1. Tomato Sauce

One-half can tomatoes, one tablespoonful flour, one slice onion; cook tomatoes and onion ten minutes and add the flour blended with one tablespoonful butter; when thick, add salt to taste, one teaspoonful sugar, and strain. Nice for meat, fish or macaroni.

2. Tomato Cream Sauce

Cook half a can of tomatoes with one stalk of celery, a slice of onion and a bit of bay leaf, for twenty minutes. Add half a saltspoonful of soda and strain. Make a cupful of cream sauce by melting a tablespoonful of butter and adding a tablespoonful of flour and a cupful of cream or milk, and just before serving combine with the tomato. Season to taste. The soda will make the sauce less liable to separate.

3. Mint Sauce (For Boiled Mutton)

One-quarter pint of vinegar, four tablespoonfuls of chopped meat, and two of sugar; let stand for an hour of more before using.

4. Caper Sauce (For Lamb Or Mutton)

Make a drawn butter No. 2 and add one table-spoonful of capers just before serving.

5. Sauce Bordelaise (For Broiled Steak)

Brown two tablespoonfuls of butter, add two tablespoonfuls of flour and brown again, then stir in gradually one pint of good beef stock. When thick and smooth add three tablespoonfuls of chopped raw ham, one-half of a bay leaf and one tablespoonful of chopped onion. Cover and simmer gently for one hour, then strain. Add salt to taste, one tablespoonful of tomato catsup and one-half of a cupful of finely chopped canned or fresh mushrooms and. heat a few minutes.

6. Sauce Soubise (For Mutton, Etc.)

Four onions chopped, one tablespoonful flour one tablespoonful butter, one cup of the liquor in which the mutton was boiled, pepper and salt to taste. Stew the onions until very tender; drain them, and rub them through a colander; put the butter and flour together in a little saucepan, cook them until they bubble; add the mutton liquor, which must have been cooled and skimmed; stir all together until thick and smooth; add the pepper, salt, and the strained onions.

7. Onion Sauce

Cook three onions until tender, drain and chop. Make a drawn butter sauce No. 2 and add the chopped onions.

8. Bread Sauce

Quarter and boil one large onion with some peppers, salt and milk till onion is quite a pulp. Pour milk strained on grated white stale bread, and cover it.
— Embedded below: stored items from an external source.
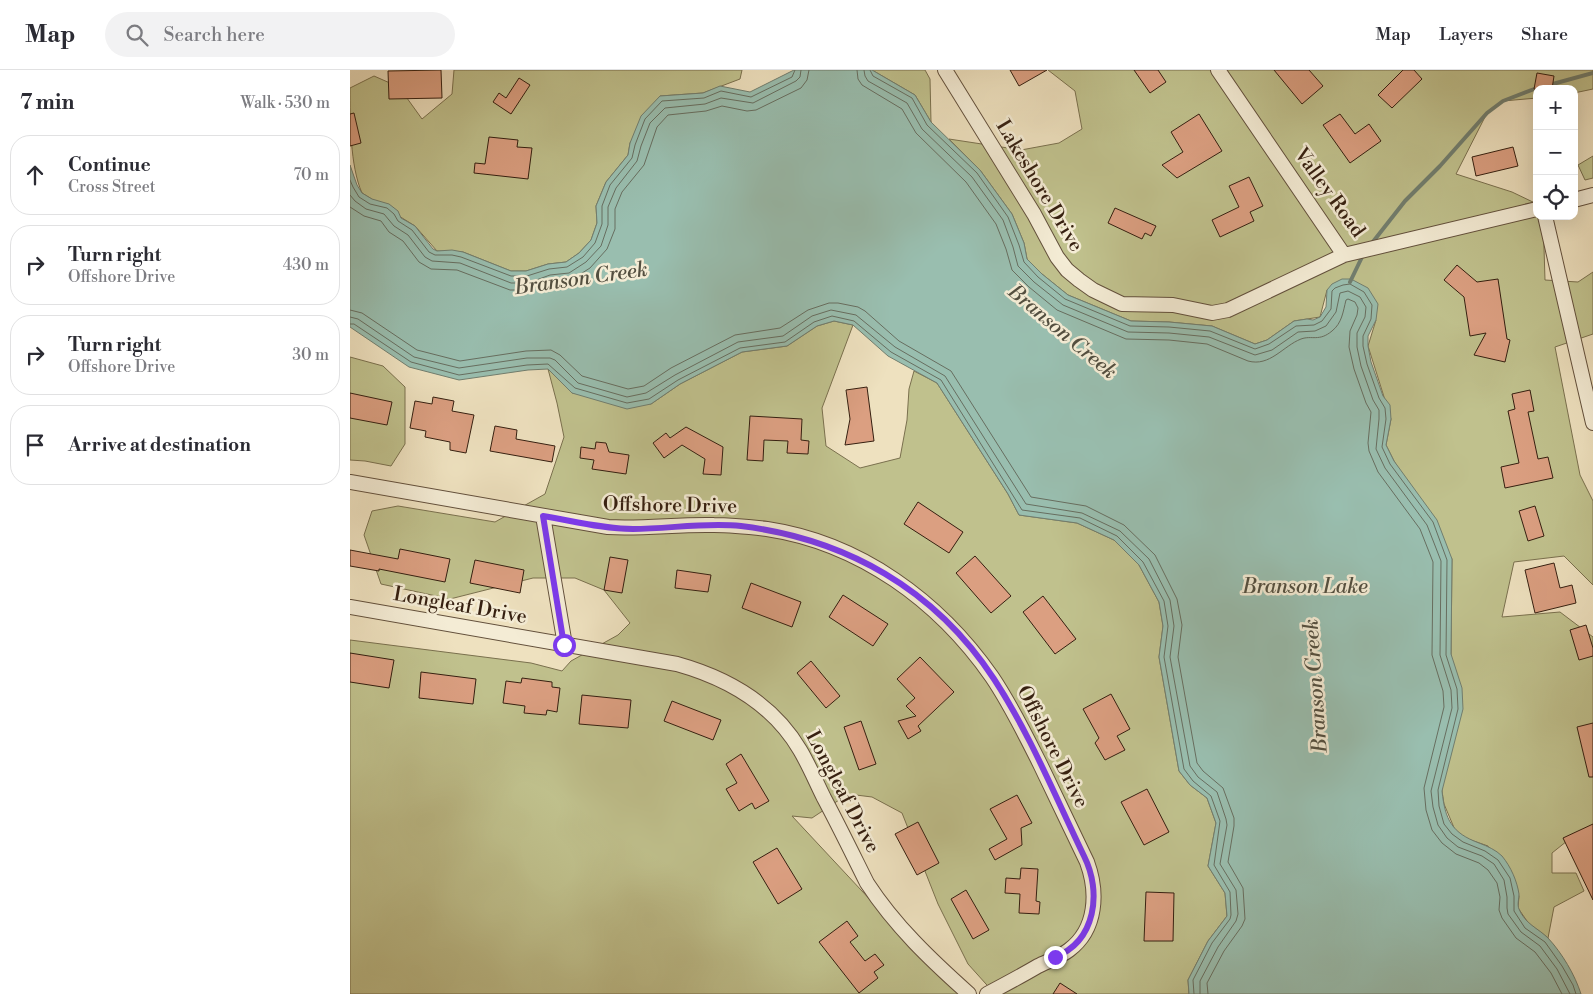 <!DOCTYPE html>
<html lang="en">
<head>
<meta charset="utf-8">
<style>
	:root { --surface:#fff; --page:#f2f2f3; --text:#2b2b33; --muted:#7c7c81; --line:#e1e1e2 }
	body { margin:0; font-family:"Libre Bodoni",serif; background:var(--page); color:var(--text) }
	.controls { position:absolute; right:15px; top:15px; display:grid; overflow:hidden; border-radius:10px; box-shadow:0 5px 20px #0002 }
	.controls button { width:45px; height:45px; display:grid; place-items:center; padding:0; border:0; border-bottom:1px solid var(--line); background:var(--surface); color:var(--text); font:25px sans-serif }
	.stop { position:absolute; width:15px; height:15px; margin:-11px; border:4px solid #7c3aed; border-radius:50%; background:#fff }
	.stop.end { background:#7c3aed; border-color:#fff; box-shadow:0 1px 5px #0008 }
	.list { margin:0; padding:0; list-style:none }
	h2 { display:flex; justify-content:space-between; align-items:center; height:65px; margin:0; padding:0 20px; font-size:21px }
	h2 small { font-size:16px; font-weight:400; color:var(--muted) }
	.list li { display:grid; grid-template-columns:32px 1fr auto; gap:15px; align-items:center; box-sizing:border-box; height:80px; margin:0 10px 10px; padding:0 10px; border:1px solid var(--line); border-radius:20px }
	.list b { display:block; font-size:19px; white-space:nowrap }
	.list p { margin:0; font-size:16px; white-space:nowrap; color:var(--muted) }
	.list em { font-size:16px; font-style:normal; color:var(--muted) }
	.icon { flex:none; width:28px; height:28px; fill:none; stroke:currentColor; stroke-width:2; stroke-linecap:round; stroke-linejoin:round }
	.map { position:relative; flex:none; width:1243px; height:924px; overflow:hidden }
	header { display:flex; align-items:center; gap:30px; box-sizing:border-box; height:70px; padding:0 25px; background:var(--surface); border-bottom:1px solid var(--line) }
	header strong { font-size:24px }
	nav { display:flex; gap:28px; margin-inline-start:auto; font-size:18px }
	.search { width:350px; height:45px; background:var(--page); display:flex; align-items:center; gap:12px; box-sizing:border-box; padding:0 18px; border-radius:28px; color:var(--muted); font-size:19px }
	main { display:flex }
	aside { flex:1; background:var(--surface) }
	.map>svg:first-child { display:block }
	.green { fill:#c0c18d; stroke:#7a704e }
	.water { fill:#99beaf; stroke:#717e6f }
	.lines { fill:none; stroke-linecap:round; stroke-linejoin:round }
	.shore { stroke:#676e60; stroke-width:1 }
	.stream { stroke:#717e6f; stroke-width:4 }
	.building { fill:#db9f81; stroke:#351f10 }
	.street-casing { stroke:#63503c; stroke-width:16 }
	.street { stroke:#f4ecd5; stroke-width:14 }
	.route { stroke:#7c3aed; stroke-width:6 }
	.labels { text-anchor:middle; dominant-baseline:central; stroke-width:5; stroke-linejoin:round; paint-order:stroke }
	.street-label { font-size:20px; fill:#351f10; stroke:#f4ecd5 }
	.water-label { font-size:21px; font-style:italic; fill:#534f40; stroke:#f4ecd5 }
</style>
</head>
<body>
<header>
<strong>Map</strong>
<div class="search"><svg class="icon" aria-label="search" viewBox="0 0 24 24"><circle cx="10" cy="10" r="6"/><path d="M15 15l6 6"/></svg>Search here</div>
<nav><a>Map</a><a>Layers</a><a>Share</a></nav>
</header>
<main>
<aside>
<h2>7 min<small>Walk · 530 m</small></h2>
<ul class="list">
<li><svg class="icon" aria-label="ahead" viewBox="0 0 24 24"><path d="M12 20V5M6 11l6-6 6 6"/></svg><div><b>Continue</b><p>Cross Street</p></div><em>70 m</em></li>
<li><svg class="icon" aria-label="right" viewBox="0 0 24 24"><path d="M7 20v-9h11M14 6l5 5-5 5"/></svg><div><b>Turn right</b><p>Offshore Drive</p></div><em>430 m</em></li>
<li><svg class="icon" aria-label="right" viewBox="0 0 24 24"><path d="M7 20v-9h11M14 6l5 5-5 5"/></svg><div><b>Turn right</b><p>Offshore Drive</p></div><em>30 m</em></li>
<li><svg class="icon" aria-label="arrive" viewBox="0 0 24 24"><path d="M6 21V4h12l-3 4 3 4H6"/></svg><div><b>Arrive at destination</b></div></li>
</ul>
</aside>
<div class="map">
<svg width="1243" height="924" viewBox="0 0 1243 924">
	<rect width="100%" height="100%" fill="#eee1bf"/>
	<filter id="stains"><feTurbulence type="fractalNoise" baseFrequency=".004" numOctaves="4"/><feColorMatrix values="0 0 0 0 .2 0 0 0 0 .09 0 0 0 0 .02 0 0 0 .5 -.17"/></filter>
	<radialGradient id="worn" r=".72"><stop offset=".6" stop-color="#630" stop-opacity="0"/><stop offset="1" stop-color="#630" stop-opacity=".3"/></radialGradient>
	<path class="green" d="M104,0H392L390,9L353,23L310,26L280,73L278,85L256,112L246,136L247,153L241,170L229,183L216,192L198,194L176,201H161L113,182L87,181L65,156L12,123C0,96 0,50 0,18L24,6L49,17L72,49L102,24Z
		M522,0H575L580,9L581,52L565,25Z
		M698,0H1243V19L1224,23V19H1187V28L1153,31L1137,43L1106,104L1162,122L1187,134V146H1193L1195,210L1228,212L1243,202V264L1205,277L1230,405L1243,431V515L1214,486L1164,492L1152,547L1210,542L1243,567V767H1222L1202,783V803H1226L1234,821L1204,837L1198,868L1179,854L1168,838L1169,826L1138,776L1115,768L1105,760L1094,734L1092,721L1101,584L1102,489L1044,391L1036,375L1041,349L1018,276L1026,250L977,220L970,247L944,251L917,270L905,274L862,256L819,252L781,251L718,225L692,204L677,189L674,173L662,144L630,100L599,69L671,80L709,73L732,59L725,21Z
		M1243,86V108L1235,110L1228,95Z
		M484,251L503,255L472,338L476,376L510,398L550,388L557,350L559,319L564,301L587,313L658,424L669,445L727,453L764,470L789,495L809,532L813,556L809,587L829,701L840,715L857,728L866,753L858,796L875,823L877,846L858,871L838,910L839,924H645L618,894L588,834L552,743L522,727L498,724L462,748L442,746L608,924H0V570L181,593L212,601L221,591L268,565L280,553L254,520L225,508H183L100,529L31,514L14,465L22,441L48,436L145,452L195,424L214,367L207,333L198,299L222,323L301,334L330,314L392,282L437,276L467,256Z
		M0,287L33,296L55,317V374L41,396L15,391L0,390Z"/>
	<path class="water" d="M444,0H522L565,25L581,52L630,100L662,144L674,173L677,189L692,204L718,225L781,251L819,252L862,256L905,274L917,270L944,251L957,249L963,250L970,247L976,237L977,220L982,214L992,209H1001L1018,218L1028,234L1026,250L1018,266V276L1021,292L1033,326L1040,335L1041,349L1036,375L1044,391L1087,450L1102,489L1101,584L1112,618L1113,639L1092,721C1095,750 1102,763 1129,773C1137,776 1146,780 1152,786C1161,797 1167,811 1169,824C1169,829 1167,835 1169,839C1175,854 1188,858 1198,868C1212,883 1225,905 1231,924H839L838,910L858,871L877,846L875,823L858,796L866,753L857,728L840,715L829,701L809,587L813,556L809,532L789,495L764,470L727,453L669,445L658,424L587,313L538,286L503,255L484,251L467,256L437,276L392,282L330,314L301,334L277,339L222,323L198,299L178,300L109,310L59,297L0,257V95L7,115L12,123L22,129L39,134L48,141L51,148L65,156L83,179L87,181L102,180L113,182L161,201H176L198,194L216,192L229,183L241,170L247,153L246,136L256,112L278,85L280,73L291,46L310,26L353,23L370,16L400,22Z"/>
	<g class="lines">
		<path class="shore" d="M507,0L508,9L512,15L552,39L566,63L616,112L646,154L656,179L662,200L679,217L707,240L776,269L819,270L857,274L898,291C920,297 933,276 951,269C962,265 969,272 982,261C992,253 993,242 996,230L998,229L1005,232L1008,238L1007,245L1000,261L999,277L1004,299L1016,333L1021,342L1018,373L1019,381L1028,402L1070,459L1083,492L1082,585L1093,621L1094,637L1074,718L1076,740L1082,760L1092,773L1106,784L1129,793L1138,800L1147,813L1150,827L1149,840L1152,848L1166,868L1185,882L1201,903L1212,924
			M514,0L515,6L518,11L557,33L572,59L622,107L653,150L663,177L668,196L684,212L713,235L778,262L819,263L859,267L905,285L922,280L948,262L965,261L976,256L986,242L990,223L998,221L1010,227L1016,237L1015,247L1007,263V277L1011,296L1023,330L1029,340V349L1026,379L1035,398L1077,455L1091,491L1090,585L1101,620L1102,638L1081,721L1083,737L1088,755L1097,768L1108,777L1132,786L1144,794L1154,810L1157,827V838L1158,844L1171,862L1190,876L1207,899L1220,924
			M520,0L523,6L562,28L577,55L627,103L658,147L669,175L674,192L688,207L715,229L780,256L819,257L860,261L905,279L919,274L946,256L964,255L972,251L981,239L982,221L985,218L993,215L1000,214L1014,222L1022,235L1021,249L1013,266V276L1017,294L1029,328L1035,338L1036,349L1032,377L1040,394L1083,452L1097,490L1096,585L1107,619L1108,639L1088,720L1089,736L1094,754L1102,764L1113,772L1135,781L1148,790L1160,808L1164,826V841L1175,858L1195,872L1212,896L1223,915L1226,924
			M0,110L3,117L9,127L20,134L37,138L44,144L48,151L62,160L79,182L85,185H102L111,187L161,206H177L199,199L217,197L233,187L245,173L252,154V136L260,115L282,88L285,75L295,49L312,31L354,28L371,21L401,27L442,7L445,0
			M0,125L5,131L16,139L34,144L44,156L58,165L75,187L82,191L110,193L161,213H178L200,205L219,203L236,192L251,176L258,155V137L266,118L287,91L291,76L300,53L315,38L355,34L371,28L403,33L446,11L450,7L451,0
			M0,137L14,146L31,151L39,162L53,171L69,192L81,199L107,200L160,220H179L202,212L221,210L240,198L257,179L265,159V139L272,122L294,95L307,57L318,45L356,41L372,36L397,41L406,40L451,18L457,10L459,0
			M0,240L12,243L67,280L110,291L176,281L201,280L210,285L232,306L278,319L294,316L321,298L385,265L430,258L458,240L479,233H488L508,237L515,241L549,271L601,301L681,427L736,436L774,455L805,485L827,529L832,555L828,587L847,693L853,701L873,718L884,748V756L878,792L893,818L895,849L892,856L874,881L857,913L858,924
			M0,247L8,249L64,287L109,298L177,288H200L205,290L228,313L277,327L296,323L325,305L388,272L433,266L462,246L481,240L506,245L545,277L595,306L676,434L732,443L770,461L799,489L820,530L824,556L820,587L840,696L848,707L867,722L876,749L877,755L870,794L886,820L888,844L886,851L868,877L850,911V924
			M0,254H4L61,292L109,305L177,295L198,294L225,318L277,333L299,329L328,310L390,278L435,272L464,252L482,246L504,251L541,282L591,310L672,440L730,448L767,466L793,492L814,531L818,556L814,587L834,699L843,711L861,726L870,751L864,795L880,822L881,845L880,849L862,873L843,910L844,924"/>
		<path class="stream" d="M1199,15L1243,3
			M1022,173L1055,131L1090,96L1137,43L1153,31L1187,18
			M1000,212L1013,185"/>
	</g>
	<path class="building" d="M91,0L92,28L39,29L38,1Z
		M660,0H697L669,16Z
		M784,0H808L816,12L800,23Z
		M924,0H959L973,16L952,34Z
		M1053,0H1064L1072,9L1042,38L1028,25Z
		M1187,3L1204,6L1202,19H1184Z
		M169,8L180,15L161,44L143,32L149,23L156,28Z
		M4,43L11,73L0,76V44Z
		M849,44L872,81L827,108L812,95L833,82L821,62Z
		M990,44L1005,64L1019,54L1031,71L1000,93L973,55Z
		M139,67L168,70L167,77L182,78L178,109L124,103L125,93L135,94Z
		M1163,77L1168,96L1126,106L1122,87Z
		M899,107L913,136L900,142L904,151L870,167L862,150L889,137L879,116Z
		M765,138L806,156L801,166L795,163L792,169L758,153Z
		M1107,195L1127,212L1148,209L1157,269L1160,270L1155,292L1124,285L1136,263L1120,266L1114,227L1094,210Z
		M517,317L524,371L495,375L500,349L496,320Z
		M1180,320L1184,341L1178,342L1188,389L1198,387L1203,408L1155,418L1151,397L1169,393L1158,341L1165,339L1162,324Z
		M0,323L42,332L37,355L0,348Z
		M83,327L104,331L102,341L124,345L116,383L100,380V372L75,367L76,361L60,358L65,331L82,334Z
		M400,346L452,349L451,370L459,371L458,384L437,383L438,371L414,370L413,391L397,390Z
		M145,356L167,360L166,369L205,376L202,392L140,381Z
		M336,357L373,377L371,405L353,404L355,389L332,375L314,388L303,373L316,363L320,368Z
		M246,372L256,373L259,382L279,385L276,404L242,399L244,390L230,388L231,377L245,379Z
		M568,432L613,462L599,483L554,454Z
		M1185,436L1194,466L1178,471L1169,441Z
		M50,479L100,489L95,512L29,499V501L0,496V480L48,489Z
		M625,486L661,526L641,543L606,503Z
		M260,487L278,490L272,523L254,520Z
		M125,490L174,500L170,523L120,513Z
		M1204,493L1210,518L1222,515L1226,533L1185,543L1175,500Z
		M327,500L361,505L358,522L325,518Z
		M401,513L451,532L442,557L392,538Z
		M493,525L538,554L523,576L479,547Z
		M693,526L726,569L705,584L673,542Z
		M1236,555L1243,578V586L1229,590L1220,560Z
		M0,583L44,590L39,618L0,612Z
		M570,587L604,622L568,656L571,661L558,669L548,651L566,646L556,636L565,628L547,609Z
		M461,591L490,626L476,638L447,603Z
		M71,602L126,609L123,634L69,628Z
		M172,608L202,612V617L210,618L207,642L197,640L196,645L174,643L175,636L153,633L156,611L171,613Z
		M761,624L780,659L767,666L775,680L755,690L745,673L749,668L733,639Z
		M232,625L281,630L278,658L229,654Z
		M322,631L371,650L363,670L314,651Z
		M511,651L526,694L509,700L494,657Z
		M1243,653V707H1239L1227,657Z
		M391,684L419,731L405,739L402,733L389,741L376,719L387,713L376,694Z
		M797,719L819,762L794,775L771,732Z
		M667,725L682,753L671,758L672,775L645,790L639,779L657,769L640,739Z
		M568,752L589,793L567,805L545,764Z
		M1243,754V830L1213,768Z
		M427,778L452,819L428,834L403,792Z
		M671,798L688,799L686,831L690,832L689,844L669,843L670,824L655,823L656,808L670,809Z
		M616,820L639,860L623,869L601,829Z
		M796,822L824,823L823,871H794Z
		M497,851L508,866L500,872L515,891L525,884L534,895L524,902L528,908L509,923L469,872Z
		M710,913L727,924H703Z"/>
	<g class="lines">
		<g class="street-casing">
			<path id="street" d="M595,0L684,144L707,187L717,200L729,210L743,220L772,234L823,235L862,243L878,240L994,185L1187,139
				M868,0L994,185
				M1224,130L1243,125
				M1195,146L1243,353
				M0,412L258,457C294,459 329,454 364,455C382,455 400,457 417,459C510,473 589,531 642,607C661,635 676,666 691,696C706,728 722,760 737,792C748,822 747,859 719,880C710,887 698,891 688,896C671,906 654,915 637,924
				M193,446L215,575
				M0,537L327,594C377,608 423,634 450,680C459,695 466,712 474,728C489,756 503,785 517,813C545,856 581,890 619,924"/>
		</g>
		<use href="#street" class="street"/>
	</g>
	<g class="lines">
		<path class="route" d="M214,575L193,446C223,451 253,459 283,459C319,459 355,452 391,456C496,469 585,519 644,609C680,664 705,726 734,786C752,822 746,871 705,887"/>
	</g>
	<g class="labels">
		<g class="street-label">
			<text transform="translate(689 116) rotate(59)">Lakeshore Drive</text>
			<text transform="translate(979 123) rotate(54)">Valley Road</text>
			<text transform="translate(320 436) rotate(1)">Offshore Drive</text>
			<text transform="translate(110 536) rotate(10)">Longleaf Drive</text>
			<text transform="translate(702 677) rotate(63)">Offshore Drive</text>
			<text transform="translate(492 722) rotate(62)">Longleaf Drive</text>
		</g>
		<g class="water-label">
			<text transform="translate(231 209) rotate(-8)">Branson Creek</text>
			<text transform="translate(712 262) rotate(40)">Branson Creek</text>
			<text x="955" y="517">Branson Lake</text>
			<text transform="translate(966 616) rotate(-94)">Branson Creek</text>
		</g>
	</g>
	<rect width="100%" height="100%" filter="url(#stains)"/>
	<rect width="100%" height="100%" fill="url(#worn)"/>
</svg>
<div class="controls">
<button>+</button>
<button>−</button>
<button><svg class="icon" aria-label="locate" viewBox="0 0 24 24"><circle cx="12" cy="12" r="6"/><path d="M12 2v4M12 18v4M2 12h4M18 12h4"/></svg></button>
</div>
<div class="stop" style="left:214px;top:575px"></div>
<div class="stop end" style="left:705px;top:887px"></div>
</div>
</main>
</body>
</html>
In an hour put it into saucepan, with a good piece of butter mixed with a little flour; boil the whole up together and serve.

9. Oyster Sauce

To drawn butter sauce No. 2 add a few small oysters drained from their liquor, and a few drops of vinegar or lemon. Let come to a boil and serve (for poultry).

10. Chestnut Sauce

Put one-half pound shelled chestnuts into boiling water for five minutes and peel; stew in gravy (or water) until tender and rub through a sieve. Season with salt and add one cup cream or milk. Boil up once and serve.

11. Mushroom Sauce, For Beefsteak

Take a ladleful of stock; add to it part of juice from the can of mushrooms; thicken with a teaspoonful of flour and of butter mixed; add salt to taste and a few drops of lemon juice, add the mushrooms, simmer a few minutes.

12. Apple Sauce

Pare and slice eight apples and put into a pan with just enough water to prevent burning in; cook quickly until soft, strain through a colander and sweeten to taste; return to the fire just long enough to dissolve the sugar. A little nutmeg may be added if desired, but a rose geranium leaf, put in the bottom of the dish, with the hot apple sauce poured over it, imparts a very delicate flavor.

13. Cranberry Sauce Or Jelly

To a quart of cranberries add one cup of boiling water; cover closely and cook five minutes over a quick fire; crush with a wooden spoon such of the berries as have not burst and rub through a colander; put the strained pulp into the saucepan in which the berries were cooked. Add granulated sugar to sweeten and simmer five minutes, stirring constantly.